[Data excerpts]
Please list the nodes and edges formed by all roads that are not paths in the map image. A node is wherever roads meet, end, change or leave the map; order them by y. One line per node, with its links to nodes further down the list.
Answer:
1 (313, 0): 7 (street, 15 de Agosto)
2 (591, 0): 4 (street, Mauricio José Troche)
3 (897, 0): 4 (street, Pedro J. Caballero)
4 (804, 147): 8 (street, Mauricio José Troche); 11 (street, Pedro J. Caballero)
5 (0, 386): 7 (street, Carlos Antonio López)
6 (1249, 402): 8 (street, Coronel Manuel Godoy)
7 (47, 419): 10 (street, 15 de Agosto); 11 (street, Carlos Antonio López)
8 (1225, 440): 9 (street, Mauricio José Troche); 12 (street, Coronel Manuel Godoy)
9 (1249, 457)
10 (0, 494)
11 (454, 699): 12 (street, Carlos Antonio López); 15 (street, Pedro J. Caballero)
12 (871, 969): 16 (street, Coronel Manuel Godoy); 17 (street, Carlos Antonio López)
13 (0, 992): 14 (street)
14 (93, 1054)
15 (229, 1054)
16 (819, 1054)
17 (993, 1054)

Instructions for the task: From beginning to end, the data must be duplicated exactly.

Problem solution:
Please list the nodes and edges formed by all roads that are not paths in the map image. A node is wherever roads meet, end, change or leave the map; order them by y. One line per node, with its links to nodes further down the list.
Answer:
1 (313, 0): 7 (street, 15 de Agosto)
2 (591, 0): 4 (street, Mauricio José Troche)
3 (897, 0): 4 (street, Pedro J. Caballero)
4 (804, 147): 8 (street, Mauricio José Troche); 11 (street, Pedro J. Caballero)
5 (0, 386): 7 (street, Carlos Antonio López)
6 (1249, 402): 8 (street, Coronel Manuel Godoy)
7 (47, 419): 10 (street, 15 de Agosto); 11 (street, Carlos Antonio López)
8 (1225, 440): 9 (street, Mauricio José Troche); 12 (street, Coronel Manuel Godoy)
9 (1249, 457)
10 (0, 494)
11 (454, 699): 12 (street, Carlos Antonio López); 15 (street, Pedro J. Caballero)
12 (871, 969): 16 (street, Coronel Manuel Godoy); 17 (street, Carlos Antonio López)
13 (0, 992): 14 (street)
14 (93, 1054)
15 (229, 1054)
16 (819, 1054)
17 (993, 1054)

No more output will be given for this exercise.